Supplied entries:
■ ■ ■ ■

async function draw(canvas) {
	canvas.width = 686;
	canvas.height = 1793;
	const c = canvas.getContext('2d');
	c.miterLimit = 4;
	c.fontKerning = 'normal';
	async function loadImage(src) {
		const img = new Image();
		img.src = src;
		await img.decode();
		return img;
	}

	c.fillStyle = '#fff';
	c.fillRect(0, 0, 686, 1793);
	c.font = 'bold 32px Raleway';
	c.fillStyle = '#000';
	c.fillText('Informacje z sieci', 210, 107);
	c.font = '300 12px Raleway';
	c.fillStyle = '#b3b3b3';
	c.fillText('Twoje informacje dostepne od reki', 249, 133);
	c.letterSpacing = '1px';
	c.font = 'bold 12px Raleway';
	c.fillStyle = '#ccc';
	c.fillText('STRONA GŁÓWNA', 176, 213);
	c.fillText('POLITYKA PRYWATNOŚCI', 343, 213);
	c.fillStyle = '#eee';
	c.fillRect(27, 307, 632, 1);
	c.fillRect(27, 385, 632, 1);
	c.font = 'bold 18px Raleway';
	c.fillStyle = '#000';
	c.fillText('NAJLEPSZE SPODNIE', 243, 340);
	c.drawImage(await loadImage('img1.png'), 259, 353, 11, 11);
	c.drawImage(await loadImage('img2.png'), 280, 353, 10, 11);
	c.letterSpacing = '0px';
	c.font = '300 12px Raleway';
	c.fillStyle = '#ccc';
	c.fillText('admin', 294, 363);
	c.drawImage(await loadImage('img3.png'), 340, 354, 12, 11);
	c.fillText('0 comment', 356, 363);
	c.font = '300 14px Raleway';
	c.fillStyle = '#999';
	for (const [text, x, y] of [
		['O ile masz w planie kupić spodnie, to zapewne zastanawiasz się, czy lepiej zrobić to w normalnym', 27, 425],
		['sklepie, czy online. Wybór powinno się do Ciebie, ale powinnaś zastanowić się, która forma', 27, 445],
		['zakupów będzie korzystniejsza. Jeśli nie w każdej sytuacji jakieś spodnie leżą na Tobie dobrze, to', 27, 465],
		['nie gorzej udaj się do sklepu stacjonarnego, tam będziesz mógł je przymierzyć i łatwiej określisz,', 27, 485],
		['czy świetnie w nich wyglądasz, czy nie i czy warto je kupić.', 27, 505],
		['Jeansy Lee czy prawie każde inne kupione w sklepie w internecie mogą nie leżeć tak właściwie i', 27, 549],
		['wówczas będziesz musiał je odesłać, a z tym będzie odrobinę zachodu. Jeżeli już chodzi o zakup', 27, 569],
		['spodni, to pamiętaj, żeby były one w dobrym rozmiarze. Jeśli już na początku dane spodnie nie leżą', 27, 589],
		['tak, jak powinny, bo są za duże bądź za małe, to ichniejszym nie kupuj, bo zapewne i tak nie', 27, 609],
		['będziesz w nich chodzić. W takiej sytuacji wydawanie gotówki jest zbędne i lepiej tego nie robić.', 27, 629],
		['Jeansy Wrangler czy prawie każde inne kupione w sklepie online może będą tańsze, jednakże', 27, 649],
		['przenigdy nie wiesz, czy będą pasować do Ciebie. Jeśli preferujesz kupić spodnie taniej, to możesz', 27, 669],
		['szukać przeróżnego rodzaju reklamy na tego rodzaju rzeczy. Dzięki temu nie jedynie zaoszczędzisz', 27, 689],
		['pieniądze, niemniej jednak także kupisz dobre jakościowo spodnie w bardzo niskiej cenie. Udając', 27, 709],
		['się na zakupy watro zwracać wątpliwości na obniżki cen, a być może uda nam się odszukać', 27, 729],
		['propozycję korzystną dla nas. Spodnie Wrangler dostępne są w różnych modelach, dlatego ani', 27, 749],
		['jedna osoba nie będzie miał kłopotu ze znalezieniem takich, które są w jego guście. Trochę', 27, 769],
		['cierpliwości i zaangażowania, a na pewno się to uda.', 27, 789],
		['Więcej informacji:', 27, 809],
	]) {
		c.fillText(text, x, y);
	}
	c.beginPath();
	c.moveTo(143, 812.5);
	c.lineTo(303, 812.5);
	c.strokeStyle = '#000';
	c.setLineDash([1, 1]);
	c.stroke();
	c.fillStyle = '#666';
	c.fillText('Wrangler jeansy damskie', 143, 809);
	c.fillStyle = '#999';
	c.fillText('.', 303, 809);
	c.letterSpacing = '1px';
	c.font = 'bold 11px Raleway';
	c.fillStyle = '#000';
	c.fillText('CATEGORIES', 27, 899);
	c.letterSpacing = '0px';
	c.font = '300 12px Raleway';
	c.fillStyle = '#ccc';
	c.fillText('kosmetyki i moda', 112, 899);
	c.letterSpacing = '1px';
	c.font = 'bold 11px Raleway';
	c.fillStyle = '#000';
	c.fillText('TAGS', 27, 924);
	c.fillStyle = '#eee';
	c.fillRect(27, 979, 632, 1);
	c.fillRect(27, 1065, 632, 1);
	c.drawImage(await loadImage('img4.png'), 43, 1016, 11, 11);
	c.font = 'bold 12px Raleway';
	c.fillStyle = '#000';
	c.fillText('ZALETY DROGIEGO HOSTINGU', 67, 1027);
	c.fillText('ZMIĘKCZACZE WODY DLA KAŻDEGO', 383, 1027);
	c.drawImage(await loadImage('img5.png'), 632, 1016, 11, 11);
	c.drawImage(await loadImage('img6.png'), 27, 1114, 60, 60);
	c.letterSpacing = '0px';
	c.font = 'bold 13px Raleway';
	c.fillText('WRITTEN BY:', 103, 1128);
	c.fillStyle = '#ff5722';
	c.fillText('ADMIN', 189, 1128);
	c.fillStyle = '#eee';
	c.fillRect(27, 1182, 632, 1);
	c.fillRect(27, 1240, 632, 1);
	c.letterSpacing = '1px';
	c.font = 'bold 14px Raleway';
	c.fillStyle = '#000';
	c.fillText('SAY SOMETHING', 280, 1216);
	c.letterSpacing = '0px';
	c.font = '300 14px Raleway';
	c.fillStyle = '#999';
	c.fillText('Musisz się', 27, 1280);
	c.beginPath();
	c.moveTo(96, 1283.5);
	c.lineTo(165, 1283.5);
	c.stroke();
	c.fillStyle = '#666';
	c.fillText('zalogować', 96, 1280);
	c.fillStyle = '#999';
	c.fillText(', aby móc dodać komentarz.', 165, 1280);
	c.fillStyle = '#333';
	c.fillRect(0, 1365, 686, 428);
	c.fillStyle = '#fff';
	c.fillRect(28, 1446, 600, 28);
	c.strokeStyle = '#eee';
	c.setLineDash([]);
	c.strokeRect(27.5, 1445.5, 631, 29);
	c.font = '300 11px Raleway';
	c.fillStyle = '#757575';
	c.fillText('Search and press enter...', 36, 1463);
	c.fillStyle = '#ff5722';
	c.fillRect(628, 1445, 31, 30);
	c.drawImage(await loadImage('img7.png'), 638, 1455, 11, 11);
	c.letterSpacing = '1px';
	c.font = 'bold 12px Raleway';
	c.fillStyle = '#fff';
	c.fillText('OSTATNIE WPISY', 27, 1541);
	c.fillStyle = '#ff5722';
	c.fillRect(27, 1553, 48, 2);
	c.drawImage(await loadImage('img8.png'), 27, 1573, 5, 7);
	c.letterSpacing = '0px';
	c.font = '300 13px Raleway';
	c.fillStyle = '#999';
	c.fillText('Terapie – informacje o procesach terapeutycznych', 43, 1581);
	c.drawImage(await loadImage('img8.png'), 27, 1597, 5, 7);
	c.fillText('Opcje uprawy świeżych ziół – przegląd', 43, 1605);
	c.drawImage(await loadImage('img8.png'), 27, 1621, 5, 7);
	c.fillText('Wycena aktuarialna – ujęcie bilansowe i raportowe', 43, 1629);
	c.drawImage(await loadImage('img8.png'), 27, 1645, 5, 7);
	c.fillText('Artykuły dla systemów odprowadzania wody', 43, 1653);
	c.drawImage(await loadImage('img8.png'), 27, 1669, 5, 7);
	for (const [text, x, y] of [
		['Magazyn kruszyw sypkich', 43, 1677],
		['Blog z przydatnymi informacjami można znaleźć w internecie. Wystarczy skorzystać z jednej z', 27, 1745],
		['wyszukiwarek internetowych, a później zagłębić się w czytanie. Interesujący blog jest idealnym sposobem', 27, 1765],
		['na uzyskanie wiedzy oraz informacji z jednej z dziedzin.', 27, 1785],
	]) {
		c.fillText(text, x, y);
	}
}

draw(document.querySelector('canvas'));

■ ■ ■ ■

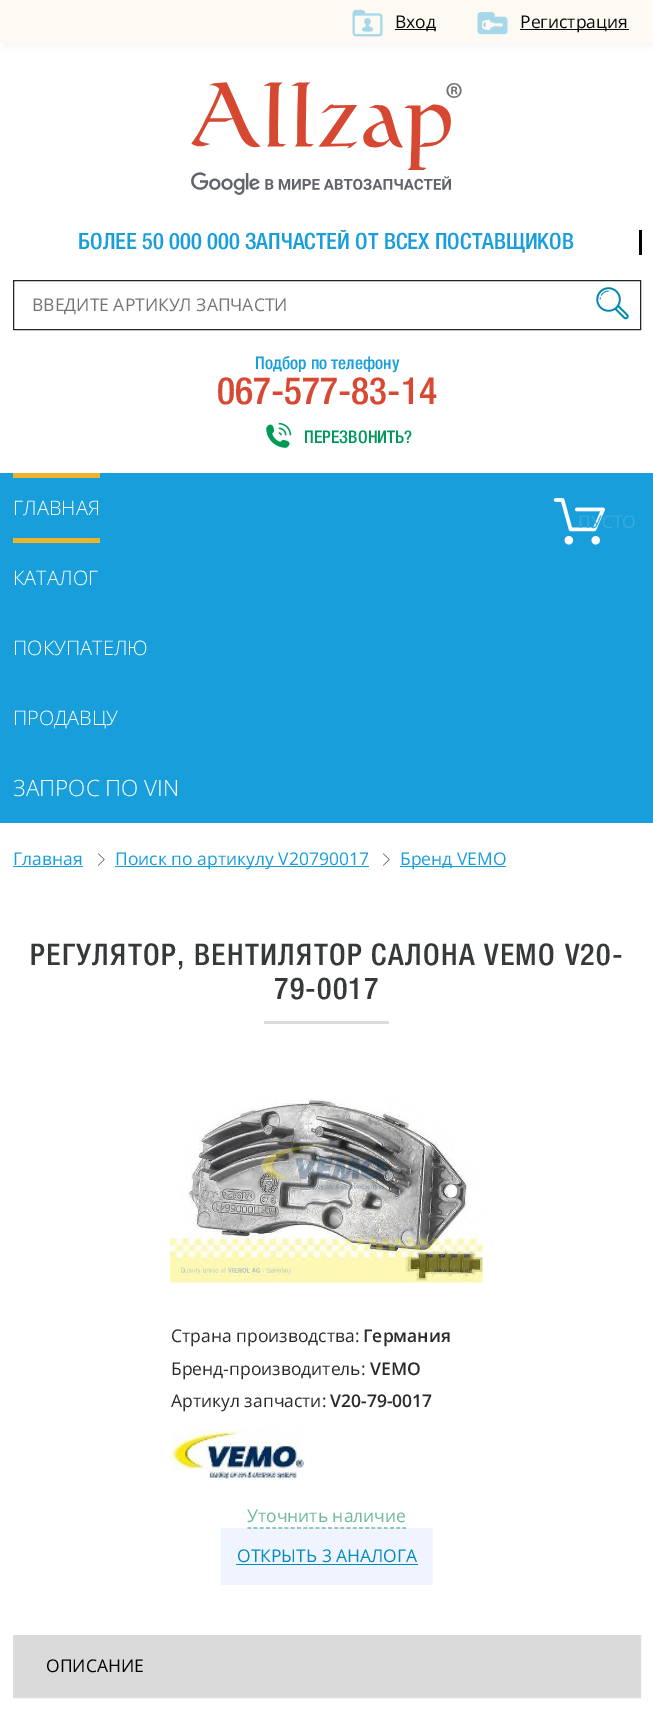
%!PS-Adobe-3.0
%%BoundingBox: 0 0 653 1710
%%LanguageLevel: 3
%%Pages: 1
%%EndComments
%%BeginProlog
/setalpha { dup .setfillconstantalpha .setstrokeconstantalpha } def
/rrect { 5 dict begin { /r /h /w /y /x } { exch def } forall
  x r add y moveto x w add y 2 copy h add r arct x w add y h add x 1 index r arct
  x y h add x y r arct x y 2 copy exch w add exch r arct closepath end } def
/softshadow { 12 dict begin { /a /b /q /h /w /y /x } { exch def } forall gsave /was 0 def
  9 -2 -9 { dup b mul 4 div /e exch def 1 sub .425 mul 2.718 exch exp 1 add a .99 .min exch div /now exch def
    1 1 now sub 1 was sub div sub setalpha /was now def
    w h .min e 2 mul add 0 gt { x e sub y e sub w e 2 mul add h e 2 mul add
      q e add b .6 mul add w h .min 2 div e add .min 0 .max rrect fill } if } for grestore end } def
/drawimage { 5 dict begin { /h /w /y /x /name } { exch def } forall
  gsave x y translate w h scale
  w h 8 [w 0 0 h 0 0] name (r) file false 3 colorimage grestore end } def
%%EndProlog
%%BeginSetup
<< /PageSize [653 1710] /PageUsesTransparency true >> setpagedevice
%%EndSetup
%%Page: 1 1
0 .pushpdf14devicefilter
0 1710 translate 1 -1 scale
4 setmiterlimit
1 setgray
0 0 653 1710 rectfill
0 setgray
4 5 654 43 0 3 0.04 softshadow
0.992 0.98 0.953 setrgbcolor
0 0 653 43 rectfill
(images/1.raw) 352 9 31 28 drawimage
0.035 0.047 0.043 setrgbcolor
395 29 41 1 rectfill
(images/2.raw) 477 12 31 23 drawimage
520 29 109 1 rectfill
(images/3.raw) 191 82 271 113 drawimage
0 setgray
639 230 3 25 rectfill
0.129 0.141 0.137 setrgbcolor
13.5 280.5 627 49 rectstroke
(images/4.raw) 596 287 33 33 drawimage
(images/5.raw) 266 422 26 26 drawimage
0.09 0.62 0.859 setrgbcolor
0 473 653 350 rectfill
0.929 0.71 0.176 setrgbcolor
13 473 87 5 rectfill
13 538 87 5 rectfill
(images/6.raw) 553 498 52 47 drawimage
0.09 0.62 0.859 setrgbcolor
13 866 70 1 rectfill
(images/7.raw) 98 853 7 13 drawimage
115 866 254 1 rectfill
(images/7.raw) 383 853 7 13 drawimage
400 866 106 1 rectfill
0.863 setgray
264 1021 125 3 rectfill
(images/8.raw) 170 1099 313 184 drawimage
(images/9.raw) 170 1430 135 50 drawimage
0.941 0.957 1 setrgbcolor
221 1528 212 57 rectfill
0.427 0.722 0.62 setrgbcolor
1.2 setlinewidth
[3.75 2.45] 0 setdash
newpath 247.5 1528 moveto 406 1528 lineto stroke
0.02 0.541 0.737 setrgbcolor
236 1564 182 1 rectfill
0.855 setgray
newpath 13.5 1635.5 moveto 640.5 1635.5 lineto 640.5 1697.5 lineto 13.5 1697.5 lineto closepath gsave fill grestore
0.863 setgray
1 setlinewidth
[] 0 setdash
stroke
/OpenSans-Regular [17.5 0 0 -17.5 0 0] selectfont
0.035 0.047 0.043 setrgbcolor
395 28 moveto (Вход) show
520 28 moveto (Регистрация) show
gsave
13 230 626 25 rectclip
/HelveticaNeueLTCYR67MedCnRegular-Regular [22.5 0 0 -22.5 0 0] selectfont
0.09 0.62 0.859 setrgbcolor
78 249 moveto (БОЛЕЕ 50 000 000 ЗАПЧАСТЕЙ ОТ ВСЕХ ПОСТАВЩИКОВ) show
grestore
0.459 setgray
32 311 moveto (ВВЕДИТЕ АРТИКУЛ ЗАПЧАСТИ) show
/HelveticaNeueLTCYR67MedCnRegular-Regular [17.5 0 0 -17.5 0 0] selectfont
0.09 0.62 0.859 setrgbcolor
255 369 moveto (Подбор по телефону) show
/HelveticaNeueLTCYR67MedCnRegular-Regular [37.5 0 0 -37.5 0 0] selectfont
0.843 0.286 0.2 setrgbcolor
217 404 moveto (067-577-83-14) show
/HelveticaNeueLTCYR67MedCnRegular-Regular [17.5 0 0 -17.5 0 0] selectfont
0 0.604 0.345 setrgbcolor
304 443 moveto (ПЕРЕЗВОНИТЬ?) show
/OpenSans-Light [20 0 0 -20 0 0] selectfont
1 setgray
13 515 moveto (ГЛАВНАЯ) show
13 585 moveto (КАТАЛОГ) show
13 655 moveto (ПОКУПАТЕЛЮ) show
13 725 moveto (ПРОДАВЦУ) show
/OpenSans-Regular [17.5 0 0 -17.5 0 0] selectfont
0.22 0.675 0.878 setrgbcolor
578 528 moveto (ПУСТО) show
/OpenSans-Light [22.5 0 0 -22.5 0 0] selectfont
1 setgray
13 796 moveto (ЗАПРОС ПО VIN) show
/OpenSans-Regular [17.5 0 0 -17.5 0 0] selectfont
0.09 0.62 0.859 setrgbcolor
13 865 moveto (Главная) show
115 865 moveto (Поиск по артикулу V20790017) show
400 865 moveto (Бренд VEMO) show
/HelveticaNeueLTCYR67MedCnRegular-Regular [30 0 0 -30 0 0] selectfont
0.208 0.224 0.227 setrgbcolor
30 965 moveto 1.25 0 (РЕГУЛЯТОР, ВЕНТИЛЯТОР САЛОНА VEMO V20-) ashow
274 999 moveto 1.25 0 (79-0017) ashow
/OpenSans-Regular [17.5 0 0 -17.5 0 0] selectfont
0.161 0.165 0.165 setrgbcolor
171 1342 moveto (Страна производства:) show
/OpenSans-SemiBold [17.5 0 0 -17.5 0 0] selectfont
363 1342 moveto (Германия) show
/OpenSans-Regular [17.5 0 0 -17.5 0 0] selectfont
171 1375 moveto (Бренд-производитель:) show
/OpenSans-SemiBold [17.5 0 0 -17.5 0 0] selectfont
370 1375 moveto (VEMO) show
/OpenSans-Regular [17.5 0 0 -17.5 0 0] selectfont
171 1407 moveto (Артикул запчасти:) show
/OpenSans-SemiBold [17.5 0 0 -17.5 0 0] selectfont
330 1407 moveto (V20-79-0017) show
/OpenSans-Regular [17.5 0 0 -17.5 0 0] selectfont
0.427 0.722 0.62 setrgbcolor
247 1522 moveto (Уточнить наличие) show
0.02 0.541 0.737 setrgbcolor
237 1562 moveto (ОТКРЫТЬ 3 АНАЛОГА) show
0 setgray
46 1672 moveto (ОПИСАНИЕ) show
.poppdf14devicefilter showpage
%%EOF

■ ■ ■ ■

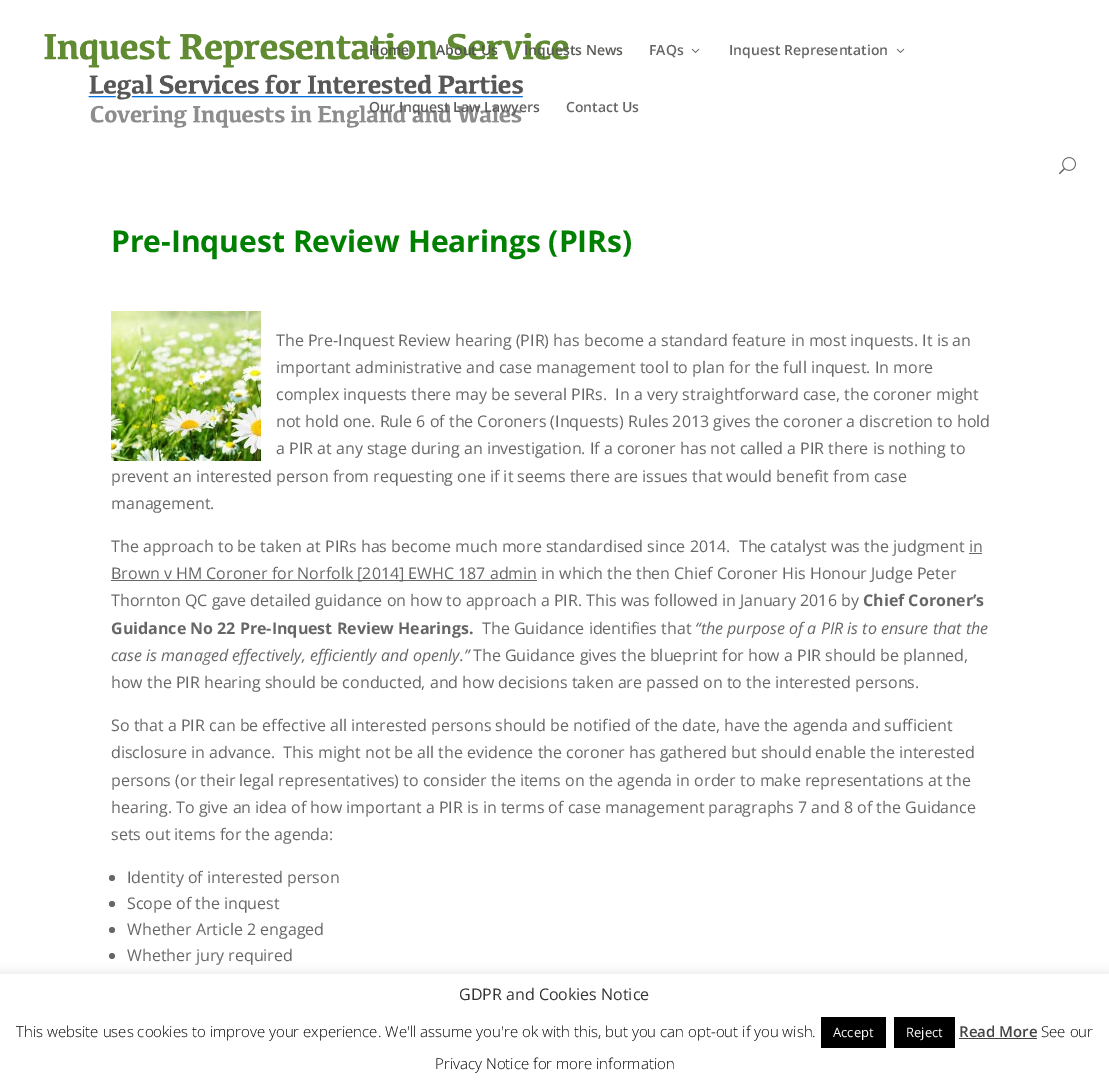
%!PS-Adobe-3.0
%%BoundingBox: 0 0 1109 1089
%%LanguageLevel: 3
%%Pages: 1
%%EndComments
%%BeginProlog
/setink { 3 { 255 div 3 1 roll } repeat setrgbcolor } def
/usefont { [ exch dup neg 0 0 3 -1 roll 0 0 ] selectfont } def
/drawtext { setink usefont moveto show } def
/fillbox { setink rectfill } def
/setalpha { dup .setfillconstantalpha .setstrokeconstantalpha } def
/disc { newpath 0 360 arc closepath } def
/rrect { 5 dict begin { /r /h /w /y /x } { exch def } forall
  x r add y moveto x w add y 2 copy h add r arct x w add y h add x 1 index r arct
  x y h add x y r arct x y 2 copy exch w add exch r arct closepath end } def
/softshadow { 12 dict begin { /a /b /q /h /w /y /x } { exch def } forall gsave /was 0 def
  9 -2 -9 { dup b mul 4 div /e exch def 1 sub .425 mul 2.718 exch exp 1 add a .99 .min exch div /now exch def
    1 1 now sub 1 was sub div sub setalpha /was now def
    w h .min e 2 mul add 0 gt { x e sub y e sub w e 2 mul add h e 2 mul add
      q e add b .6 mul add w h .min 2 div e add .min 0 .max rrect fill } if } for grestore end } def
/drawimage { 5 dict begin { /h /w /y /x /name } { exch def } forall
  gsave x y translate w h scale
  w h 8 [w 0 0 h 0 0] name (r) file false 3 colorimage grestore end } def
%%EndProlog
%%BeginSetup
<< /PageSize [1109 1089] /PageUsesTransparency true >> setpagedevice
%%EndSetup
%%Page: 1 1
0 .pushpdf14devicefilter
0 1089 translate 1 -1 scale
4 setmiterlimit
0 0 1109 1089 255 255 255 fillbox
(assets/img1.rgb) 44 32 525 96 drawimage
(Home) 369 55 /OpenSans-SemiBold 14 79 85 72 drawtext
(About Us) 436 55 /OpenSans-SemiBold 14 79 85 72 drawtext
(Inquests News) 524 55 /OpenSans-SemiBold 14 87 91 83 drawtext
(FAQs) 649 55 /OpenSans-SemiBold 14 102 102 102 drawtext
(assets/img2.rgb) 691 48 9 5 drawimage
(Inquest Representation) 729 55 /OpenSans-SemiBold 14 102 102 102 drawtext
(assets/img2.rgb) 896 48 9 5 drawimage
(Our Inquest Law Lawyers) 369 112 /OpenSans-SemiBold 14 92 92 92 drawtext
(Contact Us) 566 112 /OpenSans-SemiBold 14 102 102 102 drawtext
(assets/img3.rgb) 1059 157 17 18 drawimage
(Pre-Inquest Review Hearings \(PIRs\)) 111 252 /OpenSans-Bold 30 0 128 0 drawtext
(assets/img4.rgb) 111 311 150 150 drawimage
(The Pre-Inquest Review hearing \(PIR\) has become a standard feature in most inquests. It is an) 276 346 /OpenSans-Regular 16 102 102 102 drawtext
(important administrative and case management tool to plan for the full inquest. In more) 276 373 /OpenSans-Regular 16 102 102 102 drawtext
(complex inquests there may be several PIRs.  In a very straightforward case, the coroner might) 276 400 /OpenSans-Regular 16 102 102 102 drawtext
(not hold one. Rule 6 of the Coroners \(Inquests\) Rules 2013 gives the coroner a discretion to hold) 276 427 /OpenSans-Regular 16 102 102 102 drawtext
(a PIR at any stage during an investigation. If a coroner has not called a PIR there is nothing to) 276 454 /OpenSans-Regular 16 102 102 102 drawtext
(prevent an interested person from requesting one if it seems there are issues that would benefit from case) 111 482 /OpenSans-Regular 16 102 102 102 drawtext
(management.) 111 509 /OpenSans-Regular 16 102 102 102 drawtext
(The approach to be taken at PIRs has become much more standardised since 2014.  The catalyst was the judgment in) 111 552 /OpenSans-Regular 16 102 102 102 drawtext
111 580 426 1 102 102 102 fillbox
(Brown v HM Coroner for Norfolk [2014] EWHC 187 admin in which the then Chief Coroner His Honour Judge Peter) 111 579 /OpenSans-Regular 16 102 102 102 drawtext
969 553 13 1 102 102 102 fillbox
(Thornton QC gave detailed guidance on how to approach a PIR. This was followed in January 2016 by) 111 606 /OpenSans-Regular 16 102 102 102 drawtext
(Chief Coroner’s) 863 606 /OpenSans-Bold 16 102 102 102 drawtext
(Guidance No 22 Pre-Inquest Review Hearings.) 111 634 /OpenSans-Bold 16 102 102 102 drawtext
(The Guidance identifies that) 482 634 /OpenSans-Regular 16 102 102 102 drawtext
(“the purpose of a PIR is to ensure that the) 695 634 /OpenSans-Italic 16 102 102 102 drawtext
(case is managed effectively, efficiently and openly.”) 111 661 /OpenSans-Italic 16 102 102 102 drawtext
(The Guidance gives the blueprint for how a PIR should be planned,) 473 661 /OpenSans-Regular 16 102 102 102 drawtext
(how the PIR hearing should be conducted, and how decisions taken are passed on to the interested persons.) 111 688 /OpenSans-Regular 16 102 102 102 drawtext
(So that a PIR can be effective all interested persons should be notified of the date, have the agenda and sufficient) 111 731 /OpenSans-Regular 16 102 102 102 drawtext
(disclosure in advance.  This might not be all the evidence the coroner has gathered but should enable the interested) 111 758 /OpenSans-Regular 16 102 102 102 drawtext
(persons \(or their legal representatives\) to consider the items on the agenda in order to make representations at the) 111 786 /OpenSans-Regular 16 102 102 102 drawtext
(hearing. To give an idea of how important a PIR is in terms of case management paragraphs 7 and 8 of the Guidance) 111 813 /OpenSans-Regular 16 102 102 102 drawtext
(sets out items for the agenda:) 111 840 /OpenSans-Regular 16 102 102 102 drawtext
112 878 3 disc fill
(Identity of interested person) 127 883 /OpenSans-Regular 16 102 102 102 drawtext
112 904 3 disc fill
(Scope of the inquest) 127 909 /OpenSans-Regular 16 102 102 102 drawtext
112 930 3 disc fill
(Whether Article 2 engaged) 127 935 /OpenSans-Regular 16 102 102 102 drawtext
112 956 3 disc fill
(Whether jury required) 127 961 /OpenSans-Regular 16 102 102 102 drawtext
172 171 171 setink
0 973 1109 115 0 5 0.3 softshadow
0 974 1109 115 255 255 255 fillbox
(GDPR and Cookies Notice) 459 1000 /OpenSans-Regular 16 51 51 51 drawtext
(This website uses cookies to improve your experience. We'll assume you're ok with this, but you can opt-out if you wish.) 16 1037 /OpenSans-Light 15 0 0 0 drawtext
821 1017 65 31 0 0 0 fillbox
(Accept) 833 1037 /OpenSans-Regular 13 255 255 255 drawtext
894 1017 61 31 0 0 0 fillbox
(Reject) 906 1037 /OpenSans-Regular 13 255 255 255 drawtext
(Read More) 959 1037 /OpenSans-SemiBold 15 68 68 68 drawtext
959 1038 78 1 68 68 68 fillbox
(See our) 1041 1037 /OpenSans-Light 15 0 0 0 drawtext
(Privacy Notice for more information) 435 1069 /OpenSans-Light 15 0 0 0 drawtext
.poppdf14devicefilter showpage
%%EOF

■ ■ ■ ■

Assignment: All lines above that include the word "scale" must be copied into the answer.

Exercise result:
  gsave x y translate w h scale
0 1710 translate 1 -1 scale
  gsave x y translate w h scale
0 1089 translate 1 -1 scale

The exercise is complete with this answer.